The records:
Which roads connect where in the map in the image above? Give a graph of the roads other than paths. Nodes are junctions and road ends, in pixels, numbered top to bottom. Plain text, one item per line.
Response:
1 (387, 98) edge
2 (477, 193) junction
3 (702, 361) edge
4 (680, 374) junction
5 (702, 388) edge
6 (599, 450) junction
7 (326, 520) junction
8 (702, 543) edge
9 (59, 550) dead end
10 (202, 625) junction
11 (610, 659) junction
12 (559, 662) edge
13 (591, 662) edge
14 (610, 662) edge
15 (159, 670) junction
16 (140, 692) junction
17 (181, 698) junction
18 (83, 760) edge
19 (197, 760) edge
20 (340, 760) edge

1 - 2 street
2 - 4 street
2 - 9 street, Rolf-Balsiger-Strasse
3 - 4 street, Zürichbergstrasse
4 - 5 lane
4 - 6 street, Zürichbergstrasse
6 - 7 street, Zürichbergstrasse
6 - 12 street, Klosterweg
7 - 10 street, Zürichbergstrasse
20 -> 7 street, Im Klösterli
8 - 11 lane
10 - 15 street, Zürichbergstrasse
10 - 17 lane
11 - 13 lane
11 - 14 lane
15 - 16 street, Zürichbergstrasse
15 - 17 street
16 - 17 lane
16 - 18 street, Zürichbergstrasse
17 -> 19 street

Exercise: Print out the listing in full, exactly as it appears.

Expected answer:
Which roads connect where in the map in the image above? Give a graph of the roads other than paths. Nodes are junctions and road ends, in pixels, numbered top to bottom. Plain text, one item per line.
Response:
1 (387, 98) edge
2 (477, 193) junction
3 (702, 361) edge
4 (680, 374) junction
5 (702, 388) edge
6 (599, 450) junction
7 (326, 520) junction
8 (702, 543) edge
9 (59, 550) dead end
10 (202, 625) junction
11 (610, 659) junction
12 (559, 662) edge
13 (591, 662) edge
14 (610, 662) edge
15 (159, 670) junction
16 (140, 692) junction
17 (181, 698) junction
18 (83, 760) edge
19 (197, 760) edge
20 (340, 760) edge

1 - 2 street
2 - 4 street
2 - 9 street, Rolf-Balsiger-Strasse
3 - 4 street, Zürichbergstrasse
4 - 5 lane
4 - 6 street, Zürichbergstrasse
6 - 7 street, Zürichbergstrasse
6 - 12 street, Klosterweg
7 - 10 street, Zürichbergstrasse
20 -> 7 street, Im Klösterli
8 - 11 lane
10 - 15 street, Zürichbergstrasse
10 - 17 lane
11 - 13 lane
11 - 14 lane
15 - 16 street, Zürichbergstrasse
15 - 17 street
16 - 17 lane
16 - 18 street, Zürichbergstrasse
17 -> 19 street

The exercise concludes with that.